This is I Fagiolini's third release in their Monteverdi Series and, as always, the album is cleverly devised, well recorded and beautifully presented.
The programme opens with two madrigals from book five, the first of which, Questi vaghi concenti uses almost the whole I Fagiolini ensemble (voices and plucked strings) in conjunction with their colleagues from Barokksolistene (bowed strings); then the second, T'amo, mia vita!, employs a delicate soprano solo in alternation with four voices and continuo. These are followed by two astonishing settings of Petrach's poetry from the sixth book of madrigals Ohimè il bel viso and Zefiro torna, e'il bel tempo rimena. Petrarch provides a huge inspiration for both Monteverdi and I Fagiolini as the singers really excel in these unaccompanied five-voice textures which allow them to demonstrate a skilful balance between ensemble and soloistic expression. The following setting of Zefiro torna, e di soavi accenti (Scherzi musicali ...1632) for two tenors and a stirring ground bass played by the wonderful continuo team marks the start of three outstanding solo pieces with Ohime, dov'è il mio ben (seventh book) a lament for two female voices and a simple strophic song Si dolce è 'l tormento for tenor. This last song is probably the most arresting track on the album; Nicholas Mulroy is outstanding as the soloist accompanied impressively by Eligio Quinteiro (chitarrino) and Frances Kelly (harp).

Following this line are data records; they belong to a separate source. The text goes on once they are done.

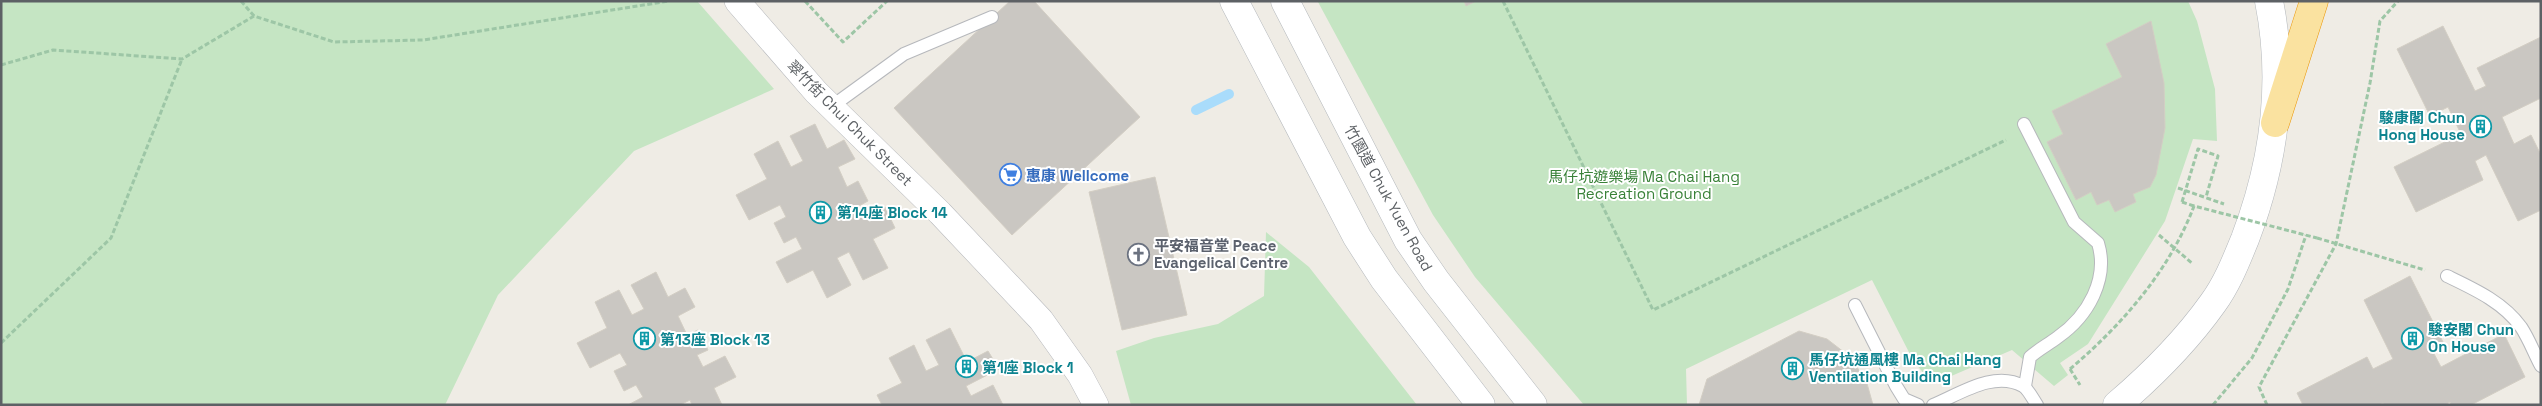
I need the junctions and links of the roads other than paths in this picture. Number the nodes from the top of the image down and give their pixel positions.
1 (737, 1) edge
2 (1234, 1) edge
3 (1285, 1) edge
4 (2269, 1) edge
5 (2314, 1) edge
6 (992, 17) dead end
7 (831, 107) junction
8 (2275, 123) junction
9 (2026, 127) road end
10 (2447, 276) road end
11 (1856, 305) dead end
12 (2541, 366) edge
13 (2024, 386) junction
14 (1903, 402) edge
15 (1096, 405) edge
16 (1481, 405) edge
17 (1533, 405) edge
18 (1918, 405) edge
19 (1933, 405) edge
20 (2036, 405) edge
21 (2117, 405) edge

1 - 7 street, 翠竹街 Chui Chuk Street
2 - 16 main road
3 - 17 main road, 竹園道 Chuk Yuen Road
4 - 8 main road
5 - 8 highway
6 - 7 lane
7 - 15 street, 翠竹街 Chui Chuk Street
8 - 21 main road
9 - 13 lane
10 - 12 lane
11 - 14 lane
13 - 19 lane
13 - 20 lane
14 - 18 lane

Three madrigals from book eight form the second half of this programme. Or che 'l ciel e la terra returns to the poetry of Petrarch and contains some of the most ravishing music as each of the affetto is explored and the ending is absolute genius - executed with typical panache by I Fagiolini. Following the military humour of Gira il nemico insidioso the impressive Ballo delle Ingrate closes this album with, again, almost the full forces of the collected musicians.
I Fagiolini are more successful than most English ensembles at casting off the Oxbridge veil that early music performers once spent so much time cultivating, and they actually describe themselves as a solo-voice ensemble rather than a chamber ensemble. However, there were times when I was not entirely convinced that they were completely comfortable with being so extrovert and this tended to be where the need for ensemble and expression came into conflict. However, the overwhelming majority of their performances left me with very few qualms and the instrumental playing was consistently excellent.

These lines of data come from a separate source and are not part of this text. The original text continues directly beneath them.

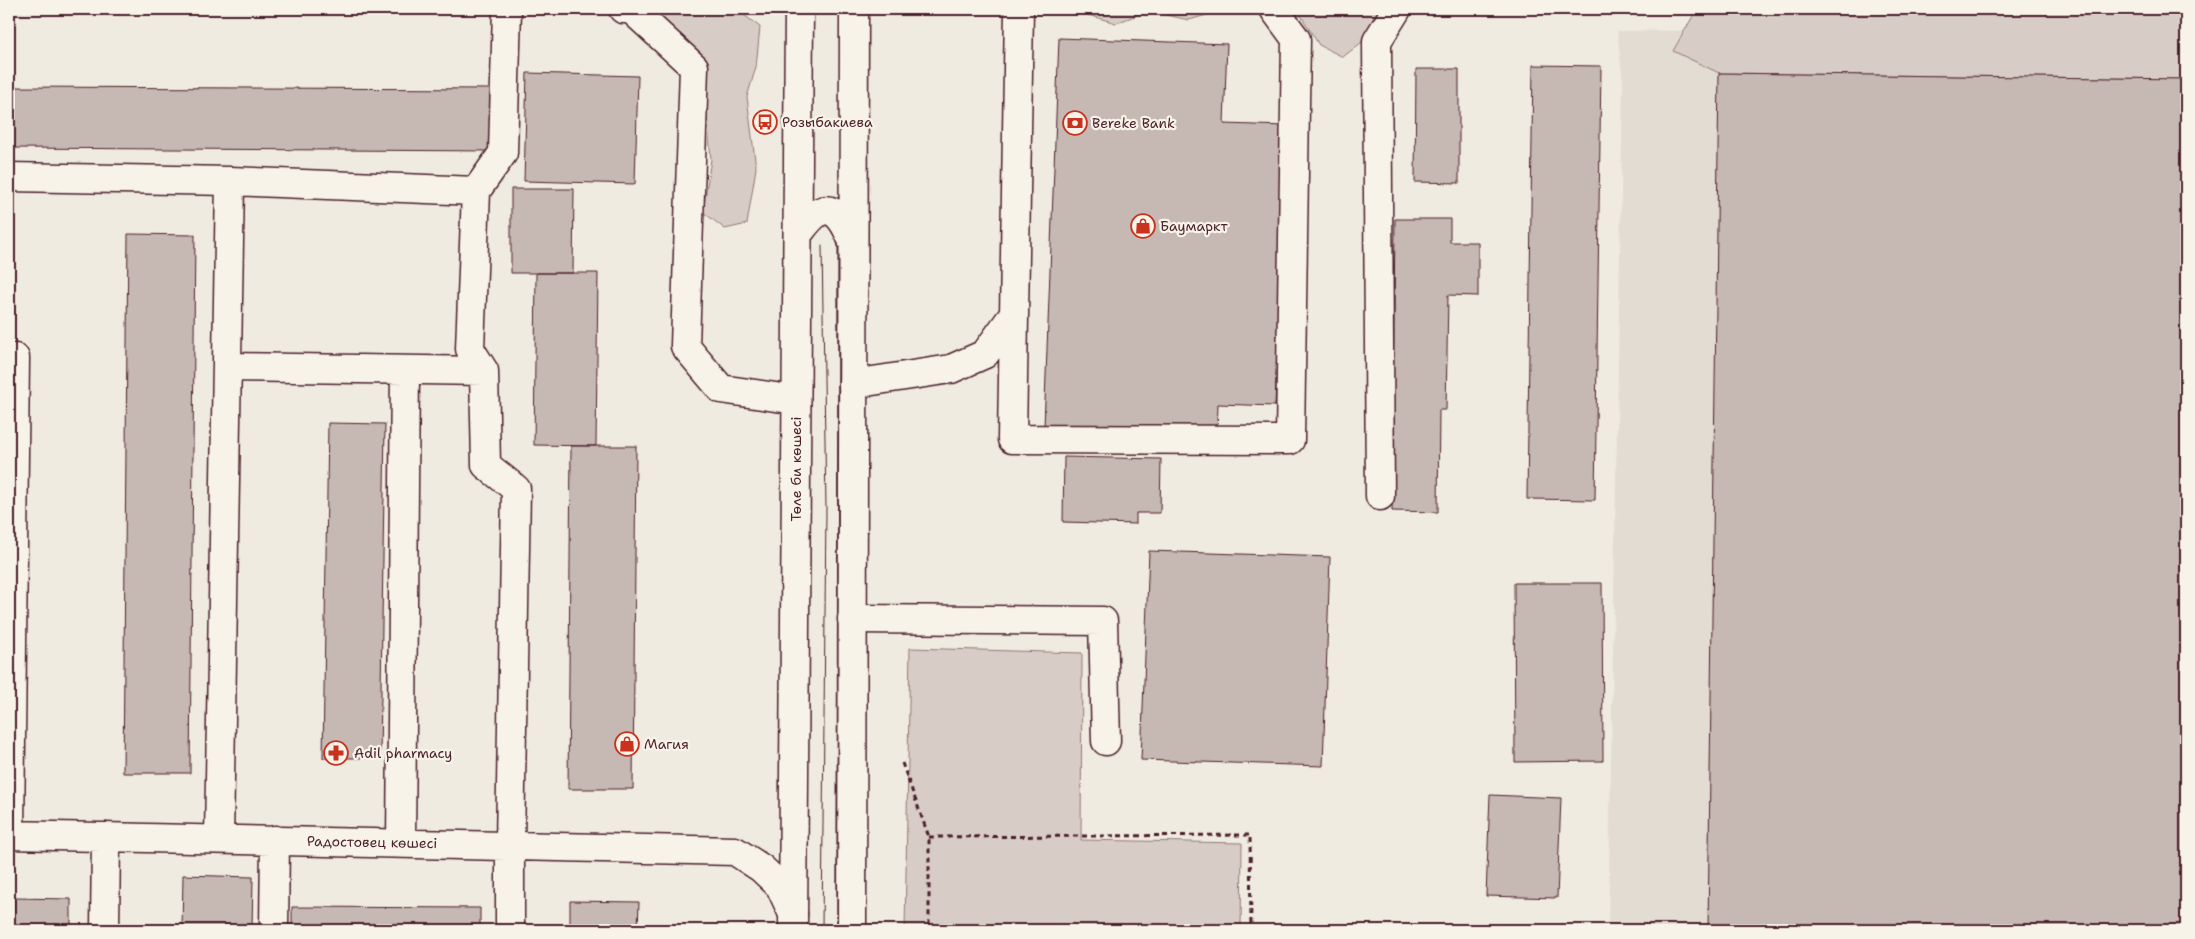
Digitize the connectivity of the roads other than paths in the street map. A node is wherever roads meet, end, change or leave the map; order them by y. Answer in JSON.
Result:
{"nodes":[{"id":1,"x":507,"y":9,"type":"edge"},
{"id":2,"x":622,"y":9,"type":"edge"},
{"id":3,"x":799,"y":9,"type":"edge"},
{"id":4,"x":854,"y":9,"type":"edge"},
{"id":5,"x":1019,"y":9,"type":"edge"},
{"id":6,"x":1274,"y":9,"type":"edge"},
{"id":7,"x":1397,"y":9,"type":"edge"},
{"id":8,"x":9,"y":177,"type":"edge"},
{"id":9,"x":230,"y":181,"type":"junction"},
{"id":10,"x":476,"y":191,"type":"junction"},
{"id":11,"x":798,"y":234,"type":"junction"},
{"id":12,"x":854,"y":244,"type":"junction"},
{"id":13,"x":1014,"y":314,"type":"junction"},
{"id":14,"x":9,"y":358,"type":"edge"},
{"id":15,"x":227,"y":367,"type":"junction"},
{"id":16,"x":405,"y":370,"type":"junction"},
{"id":17,"x":484,"y":371,"type":"junction"},
{"id":18,"x":853,"y":384,"type":"junction"},
{"id":19,"x":796,"y":400,"type":"junction"},
{"id":20,"x":1380,"y":496,"type":"dead end"},
{"id":21,"x":852,"y":619,"type":"junction"},
{"id":22,"x":1106,"y":741,"type":"dead end"},
{"id":23,"x":9,"y":835,"type":"edge"},
{"id":24,"x":106,"y":837,"type":"junction"},
{"id":25,"x":219,"y":839,"type":"junction"},
{"id":26,"x":275,"y":840,"type":"junction"},
{"id":27,"x":401,"y":843,"type":"junction"},
{"id":28,"x":510,"y":845,"type":"junction"},
{"id":29,"x":793,"y":922,"type":"edge"},
{"id":30,"x":105,"y":930,"type":"edge"},
{"id":31,"x":274,"y":930,"type":"edge"},
{"id":32,"x":510,"y":930,"type":"edge"},
{"id":33,"x":852,"y":930,"type":"edge"}],
"edges":[{"from":1,"to":10,"type":"main road"},
{"from":2,"to":19,"type":"main road"},
{"from":3,"to":11,"type":"main road","name":"Төле би көшесі"},
{"from":4,"to":12,"type":"main road"},
{"from":5,"to":13,"type":"main road"},
{"from":6,"to":13,"type":"main road"},
{"from":7,"to":20,"type":"main road"},
{"from":8,"to":9,"type":"main road"},
{"from":9,"to":10,"type":"main road"},
{"from":9,"to":15,"type":"main road"},
{"from":10,"to":17,"type":"main road"},
{"from":11,"to":12,"type":"main road"},
{"from":11,"to":19,"type":"main road","name":"Төле би көшесі"},
{"from":12,"to":18,"type":"main road"},
{"from":13,"to":18,"type":"main road"},
{"from":14,"to":23,"type":"main road"},
{"from":15,"to":16,"type":"main road"},
{"from":15,"to":25,"type":"main road"},
{"from":16,"to":17,"type":"main road"},
{"from":16,"to":27,"type":"main road"},
{"from":17,"to":28,"type":"main road"},
{"from":18,"to":21,"type":"main road"},
{"from":19,"to":29,"type":"main road","name":"Төле би көшесі"},
{"from":21,"to":22,"type":"main road"},
{"from":21,"to":33,"type":"main road"},
{"from":23,"to":24,"type":"main road","name":"Радостовец көшесі"},
{"from":24,"to":25,"type":"main road","name":"Радостовец көшесі"},
{"from":24,"to":30,"type":"main road"},
{"from":25,"to":26,"type":"main road","name":"Радостовец көшесі"},
{"from":26,"to":27,"type":"main road","name":"Радостовец көшесі"},
{"from":26,"to":31,"type":"main road"},
{"from":27,"to":28,"type":"main road","name":"Радостовец көшесі"},
{"from":28,"to":29,"type":"main road","name":"Радостовец көшесі"},
{"from":28,"to":32,"type":"main road"}]}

By exploring works that move the emotions of the listener I Fagiolini present a sumptuous selection of madrigals which demonstrate both the huge variety of Monteverdi’s musical language and the flexibility of their artistry. Even with so many recordings of Monteverdi’s works now jostling for our attention, this new release from I Fagiolini is highly desirable and reinforces what an exciting project their Monteverdi series has been so far.